PDF Searching Programmes
I am trying to write some programmes to search PDFs from directories.
I am hoping to use:
- Bash
- Python
- Perl
- Ruby
I have done the first two, and am timing them now (from ~/Desktop/Study/.../2018/Tri\ 2/
, searching for allport
):
Bash | Python | |
---|---|---|
49.80 seconds | 119.56 seconds | |
42.87 seconds | 118.58 seconds | |
43.82 seconds | 124.00 seconds | |
Average: | 45.50 seconds | 120.71 seconds |
Note that I did Bash → Py → Bash..., not Bash × 3 → Py × 3.
On average, my Bash script was 2.65 times faster than my python one.
A note from the future: once I figured out the logic required to do such a task as this, this was my first good practice with different languages, learning the syntax of these different languages.
More notes on different languages, from mid-October 2019
I want to write more PDF-searchers, for my own edification more than for their functionality.
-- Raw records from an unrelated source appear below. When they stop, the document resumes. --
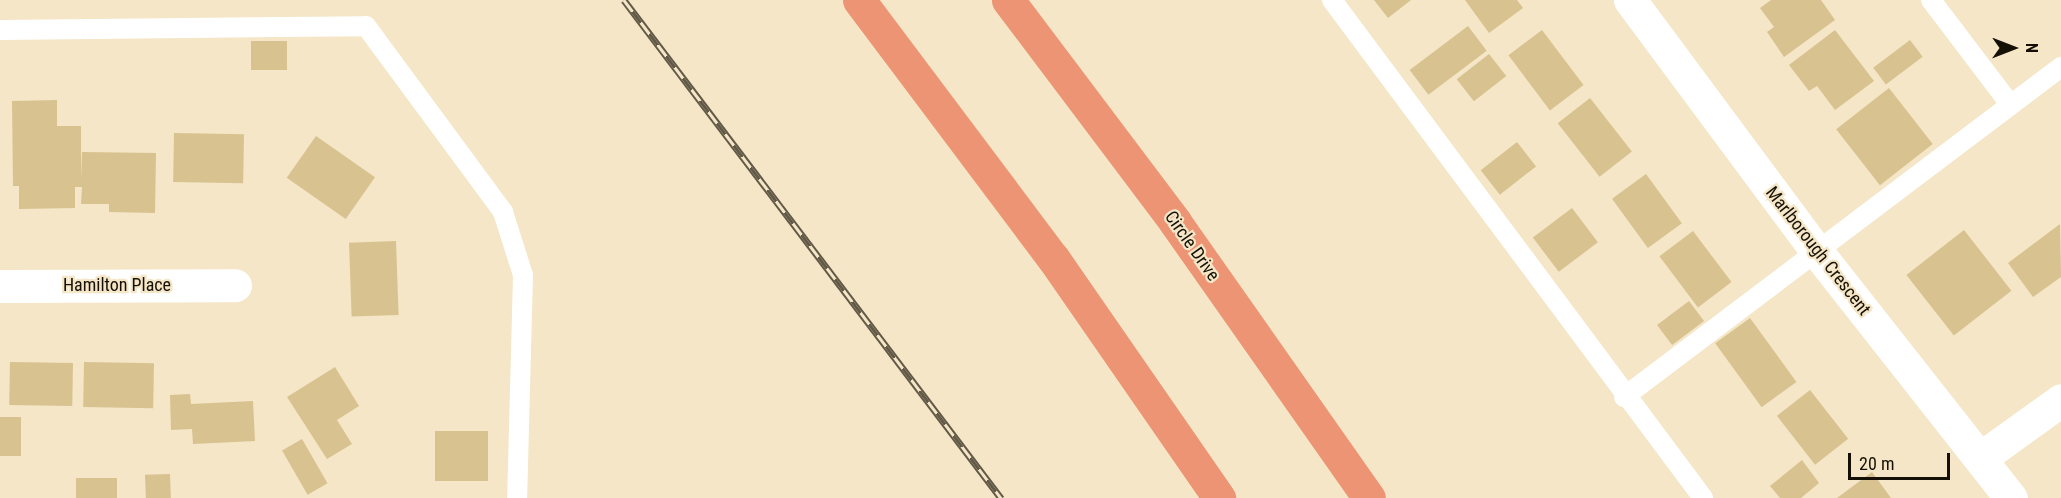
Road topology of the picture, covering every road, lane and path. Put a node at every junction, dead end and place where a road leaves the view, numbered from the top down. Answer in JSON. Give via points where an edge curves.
{"nodes":[{"id":1,"x":859,"y":0,"type":"edge"},
{"id":2,"x":1008,"y":0,"type":"edge"},
{"id":3,"x":1332,"y":0,"type":"edge"},
{"id":4,"x":1931,"y":0,"type":"edge"},
{"id":5,"x":1637,"y":3,"type":"edge"},
{"id":6,"x":0,"y":30,"type":"edge"},
{"id":7,"x":2061,"y":67,"type":"edge"},
{"id":8,"x":2010,"y":104,"type":"junction"},
{"id":9,"x":1818,"y":253,"type":"junction"},
{"id":10,"x":235,"y":285,"type":"dead end"},
{"id":11,"x":0,"y":286,"type":"edge"},
{"id":12,"x":1624,"y":397,"type":"junction"},
{"id":13,"x":2061,"y":400,"type":"edge"},
{"id":14,"x":1982,"y":457,"type":"junction"},
{"id":15,"x":517,"y":498,"type":"edge"},
{"id":16,"x":1219,"y":498,"type":"edge"},
{"id":17,"x":1369,"y":498,"type":"edge"},
{"id":18,"x":1703,"y":498,"type":"edge"},
{"id":19,"x":2011,"y":498,"type":"edge"}],
"edges":[{"from":1,"to":16,"type":"highway","via":[[1053,258]]},
{"from":2,"to":17,"type":"highway","name":"Circle Drive","via":[[1175,222]]},
{"from":3,"to":12,"type":"lane"},
{"from":4,"to":8,"type":"lane"},
{"from":5,"to":9,"type":"street","name":"Marlborough Crescent"},
{"from":6,"to":15,"type":"lane","via":[[366,26],[503,212],[522,275]]},
{"from":7,"to":8,"type":"lane"},
{"from":8,"to":9,"type":"lane"},
{"from":9,"to":12,"type":"lane"},
{"from":9,"to":14,"type":"street","name":"Marlborough Crescent"},
{"from":10,"to":11,"type":"street","name":"Hamilton Place"},
{"from":12,"to":18,"type":"lane"},
{"from":13,"to":14,"type":"street"},
{"from":14,"to":19,"type":"street","name":"Marlborough Crescent"}]}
Here are some notes on the strengths of different languages, and my method for PDF-searches.
Why use Perl?
- Text manipulation and data wrangling is easy and fast!
- Good for "glue" projects in two disparate systems
- The most complete language
Why use Ruby?
- Automation and scripting
- Data scraping and general crawling
- Mechanise, Cucumber, Capybara, Site Prism, Selenium, Faker, Pry, Watir
- Server management
- General perpose! Even AI: game bots; social moderation
Why use LISP?
- Most programmable; specialised in general purpose!
Why use Elixir?
- Elixir runs on the erlang vm
- Very self-contained
- Functional programming
Why use Rust?
- In sys-programmung, memory safe!
- Cargo makes managing crates easy!
- Could replace C++
Why use Lua?
- Lua is faster to develope that C++ and doesn't require compiling!
How I am writing PDF-searches:
- PDF → text with set file and search string
- Search file for search string
- Print whether or not found
- Make search string arg
- Make loop in walk dirs + subdirs
- Print all PDFs for which found; count and print times found on x PDFs
- Time script
- Print help output.